Robert Lighthizer is a name that strikes fear into the hearts of diplomats. Plenty of seasoned foreign officials shudder as they recall bruising negotiations with Washington’s fearsome tariff zealot.
Lighthizer – known as Bob to his friends – was the US trade representative in US President Donald Trump’s first-term cabinet. He went about the job, traditionally one of the more sedate, like nobody else. With his boss’s blessing, Lighthizer lit a fire under the global trading order – renegotiating US trade deals, attacking China and Europe with huge tariffs and railing against the World Trade Organization.
If it sounds familiar, it’s because Trump’s second term is the more intense second act to his first – at least as far as trade policy goes. But one character is missing: Lighthizer. Despite the fears of many trade diplomats in Washington, who swiftly convened crisis meetings when Trump won the election in November, Lighthizer fell by the wayside as Trump’s palace games unfolded over the winter months.
“The president still calls me up from time to time,” he says, when we meet in Washington’s popular Cafe Milano. But he insists that he did not want to return – at least, not in his former role. “There’s only one job worth doing twice, and the president has it.”

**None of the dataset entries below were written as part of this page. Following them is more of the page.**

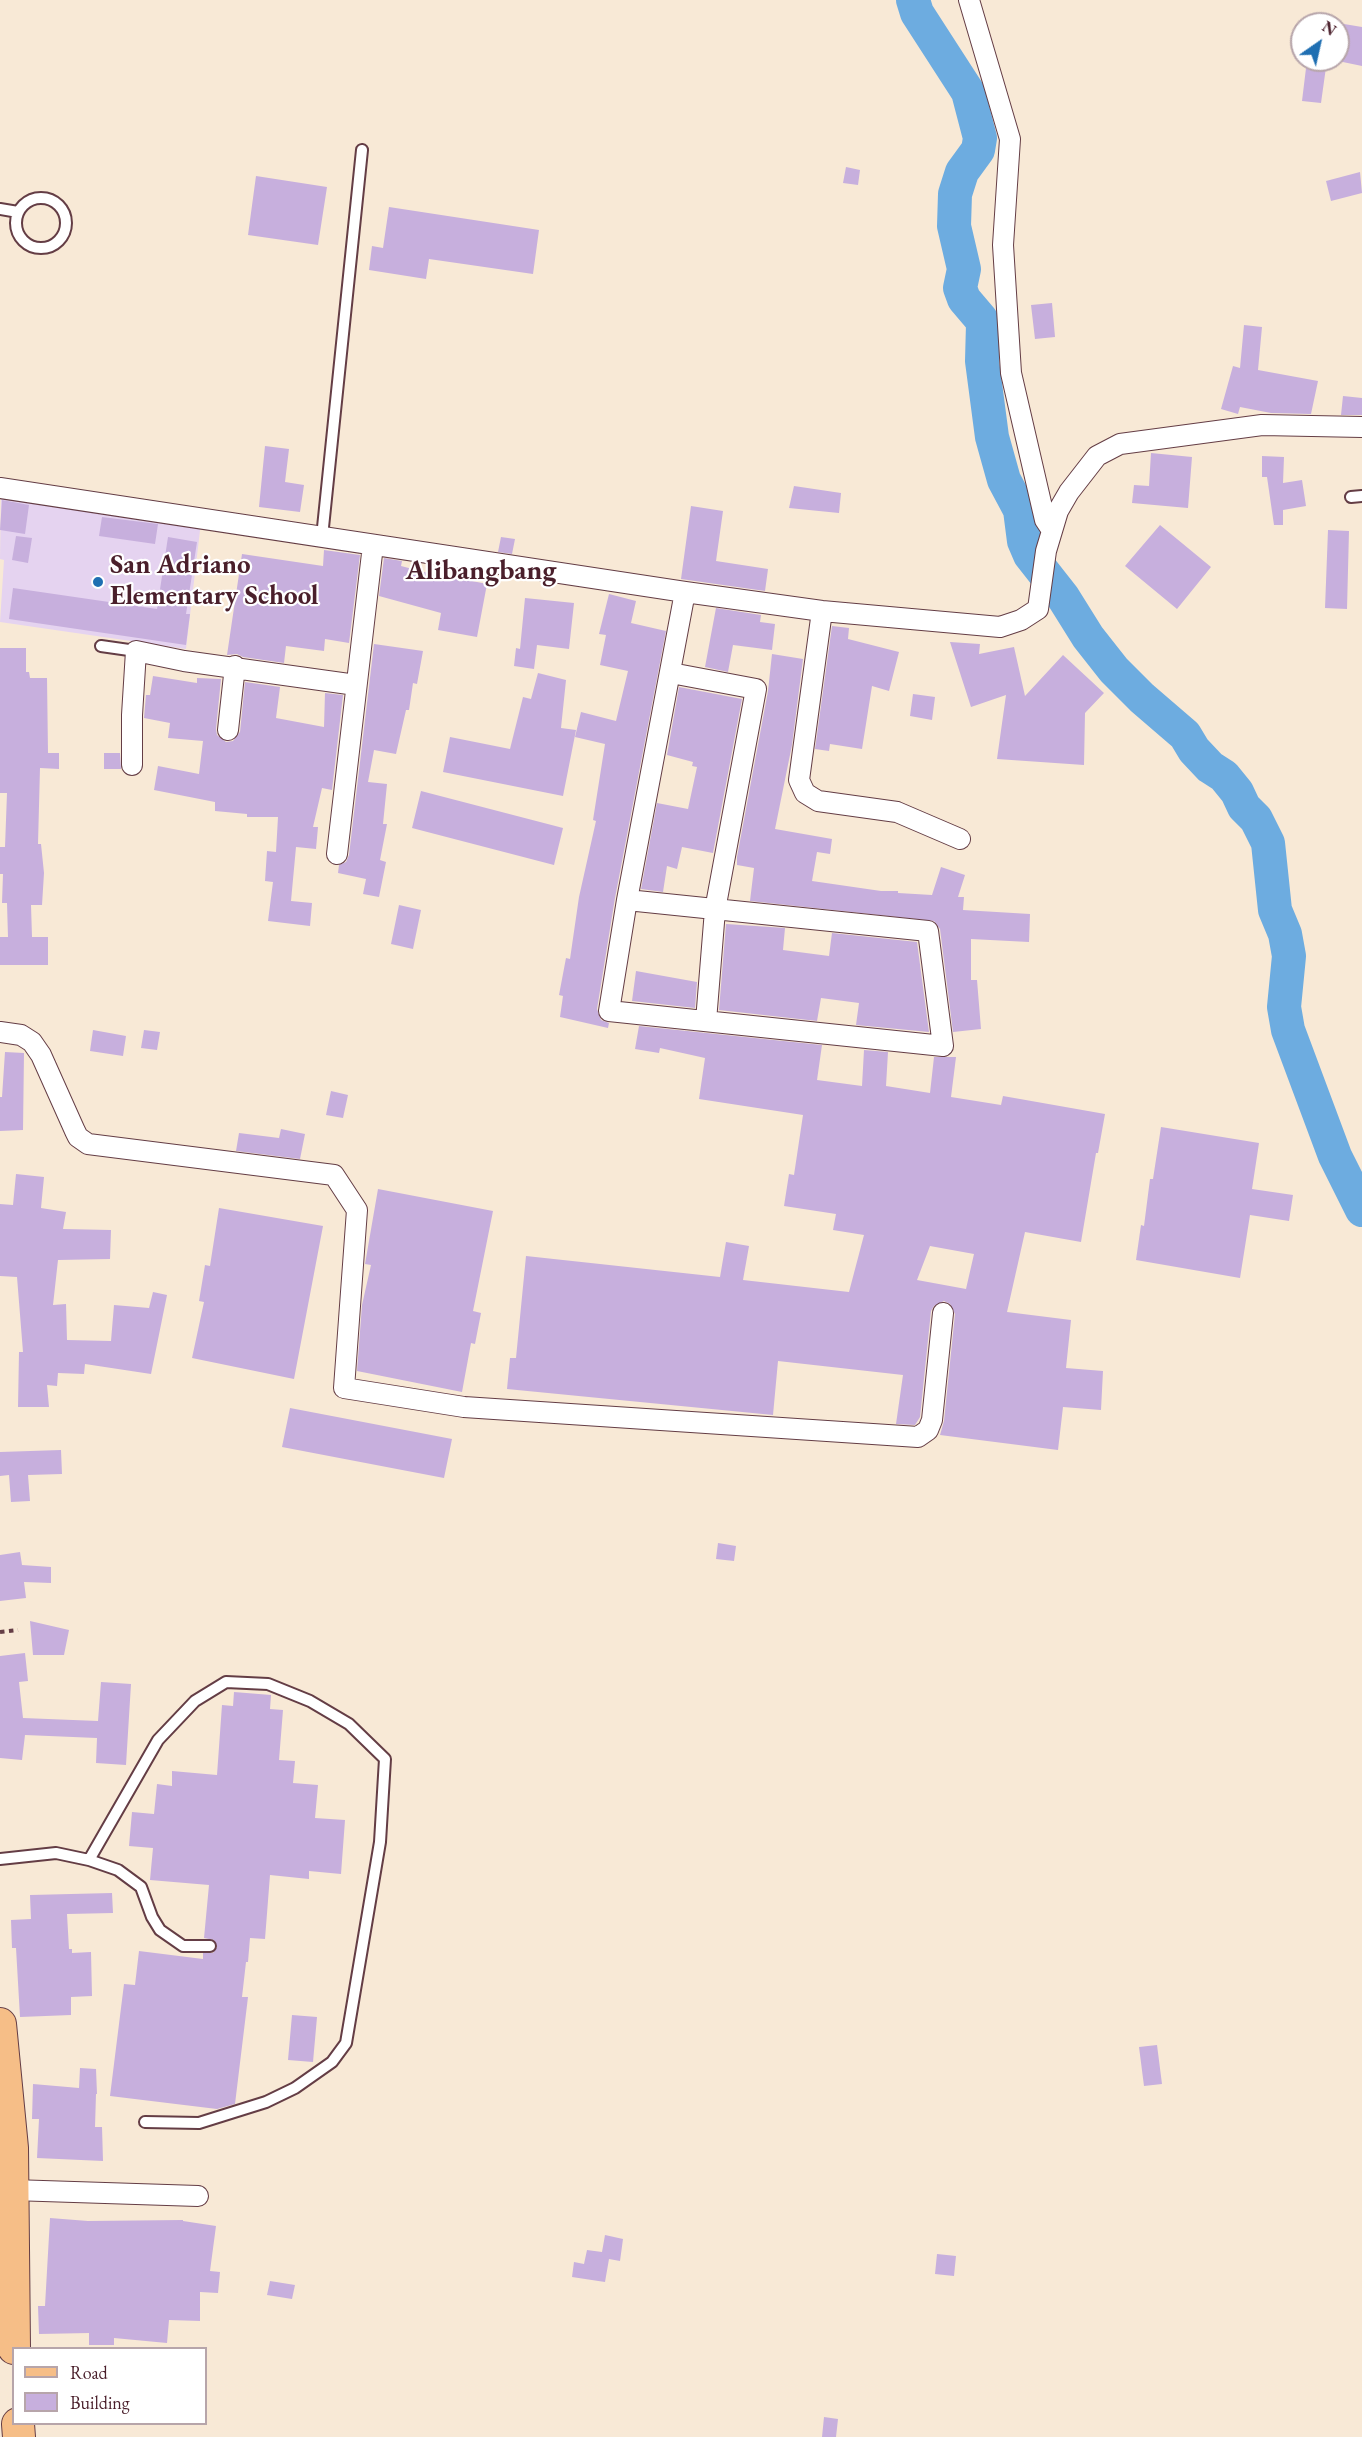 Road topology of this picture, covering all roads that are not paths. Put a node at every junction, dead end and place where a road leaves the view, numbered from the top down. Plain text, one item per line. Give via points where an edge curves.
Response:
1 (969, 0) edge
2 (362, 150) dead end
3 (0, 209) edge
4 (18, 212) junction
5 (1362, 427) edge
6 (0, 488) edge
7 (1051, 529) junction
8 (322, 537) junction
9 (372, 544) junction
10 (685, 592) junction
11 (822, 612) junction
12 (101, 646) dead end
13 (136, 651) junction
14 (236, 666) junction
15 (671, 673) junction
16 (356, 685) junction
17 (228, 730) dead end
18 (132, 765) dead end
19 (960, 839) dead end
20 (337, 854) dead end
21 (627, 900) junction
22 (715, 910) junction
23 (706, 1022) junction
24 (0, 1032) edge
25 (943, 1313) dead end
26 (0, 1859) edge
27 (89, 1860) junction
28 (210, 1946) dead end
29 (0, 2024) edge
30 (145, 2122) dead end
31 (6, 2148) edge
32 (12, 2190) junction
33 (198, 2196) dead end
34 (14, 2347) edge

1 - 7 street via 1010,140 1003,245 1011,373 1045,520
2 - 8 lane
3 - 4 lane
4 - 4 lane via 30,200 47,199 61,208 64,233 54,245 30,247 15,228
5 - 7 street via 1262,425 1120,444 1097,456 1069,492
6 - 8 street
7 - 11 street via 1038,609 1021,620 1000,627
8 - 9 street
9 - 10 street
9 - 16 street
10 - 11 street
10 - 15 street
11 - 19 street via 799,780 805,792 818,801 897,812
12 - 13 lane
13 - 14 street
13 - 18 street
14 - 16 street
14 - 17 street
15 - 21 street
15 - 22 street via 756,689
16 - 20 street
21 - 22 street
21 - 23 street via 609,1011
22 - 23 street
22 - 23 street via 928,931 943,1046
24 - 25 street via 21,1035 32,1042 78,1137 88,1144 334,1175 357,1209 345,1388 464,1407 918,1437 928,1430 932,1420
26 - 27 lane via 56,1853
27 - 28 lane via 118,1870 141,1887 160,1930 183,1946
27 - 30 lane via 158,1740 195,1701 226,1682 268,1684 310,1701 349,1724 385,1759 380,1842 346,2043 332,2062 295,2088 266,2102 199,2123
29 - 31 main road
31 - 32 main road
32 - 33 street
32 - 34 main road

I had hoped to meet Lighthizer for lunch in Palm Beach, the seat of the modern-day Maga movement, where he has a waterfront condo. I imagined dining a stone’s throw from the pink towers of Trump’s Mar-a-Lago resort. But Lighthizer only spends time there during the winter. Mostly, he’s in Washington. Sometimes he’s in Chestertown, on the Maryland shore, where he hangs out with his son and his grandchildren, who live in New York. His daughter, with whom he is close, lives in a Washington suburb.
Milano, set just off a busy shopping street in the well-heeled Georgetown neighbourhood, has been a frequent hang-out for presidents and politicians for decades, and Trumpworld characters are not immune to the lure.
When I arrive, 10 minutes early, Lighthizer is already seated with a Diet Coke. Although dressed in a plain dark suit and white shirt, he is fresh from a game of golf, which he later tells me went extremely badly.